La base dell'organizzazione sociale dei Maori è la famiglia estesa. La Nuova Zelanda era divisa in tre ivi o tribù, ognuna delle quali era coomposta dai discendenti degli equipaggi delle prime tre canoe che secondo la tradizione raggiunsero Aotearoa. A capo dell'iwi c'era l'ariki, il capo supremo.
La società Maori era divisa in tre classi con al vertice gli aristocratici, i ragantira, le altre due comprendevano uomini liberi e gli schiavi, costituiti dai prigionieri di guerra e dai loro discendenti.
La marae, l'area cerimoniale con al centro la grande casa delle riunioni, è tuttora il fulcro della vita sociale, il simbolo dell'identità della comunità e del vincolo con la terra.
 
GLI ARISTOCRATICI
Il potere dei capi e dell'aristocrazia era di natura sacrale e soprannaturale legato ai concetti di mana (potere divino) e di tapu. Il tapu rappresentava un potere potenzialmente pericoloso e indicava una situzione di inaccessibilità al contatto umano.

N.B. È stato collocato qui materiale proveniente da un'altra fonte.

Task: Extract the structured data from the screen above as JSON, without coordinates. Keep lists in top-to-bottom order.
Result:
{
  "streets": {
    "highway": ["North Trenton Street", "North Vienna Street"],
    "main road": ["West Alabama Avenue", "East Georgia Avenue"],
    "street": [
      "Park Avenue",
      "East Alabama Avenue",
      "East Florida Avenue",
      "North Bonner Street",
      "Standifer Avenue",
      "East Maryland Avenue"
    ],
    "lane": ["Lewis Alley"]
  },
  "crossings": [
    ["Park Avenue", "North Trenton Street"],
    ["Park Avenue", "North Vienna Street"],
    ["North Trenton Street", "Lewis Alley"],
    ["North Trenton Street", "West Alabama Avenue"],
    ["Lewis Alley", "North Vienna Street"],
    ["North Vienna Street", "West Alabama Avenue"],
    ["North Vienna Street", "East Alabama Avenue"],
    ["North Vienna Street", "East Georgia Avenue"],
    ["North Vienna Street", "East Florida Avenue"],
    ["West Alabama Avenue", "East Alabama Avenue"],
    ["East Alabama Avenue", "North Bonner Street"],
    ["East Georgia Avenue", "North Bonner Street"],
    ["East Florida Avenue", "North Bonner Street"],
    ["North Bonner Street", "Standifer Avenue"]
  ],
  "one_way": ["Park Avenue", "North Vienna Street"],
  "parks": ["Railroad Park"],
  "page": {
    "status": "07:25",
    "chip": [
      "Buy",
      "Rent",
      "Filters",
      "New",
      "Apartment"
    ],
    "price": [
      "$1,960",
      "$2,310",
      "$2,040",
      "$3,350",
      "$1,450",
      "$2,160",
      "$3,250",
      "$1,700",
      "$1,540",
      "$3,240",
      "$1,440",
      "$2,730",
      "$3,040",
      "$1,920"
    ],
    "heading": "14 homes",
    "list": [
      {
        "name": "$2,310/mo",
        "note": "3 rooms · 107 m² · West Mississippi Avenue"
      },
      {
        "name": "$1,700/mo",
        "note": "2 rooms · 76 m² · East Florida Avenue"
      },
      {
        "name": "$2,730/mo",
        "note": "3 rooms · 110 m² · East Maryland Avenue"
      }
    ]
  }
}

L'aristocrazia aveva al suo interno delle divisioni gerarchiche basate sulla vicinanza genealogica con l'antenato mitico. Gli ornamenti e gli oggetti erano espressione di rango; gli ornamenti degli aristocratici contenevano l'essenza vitale del proprietario, erano considerati tapu ed era per tanto pericoloso maneggiarli in modo improprio.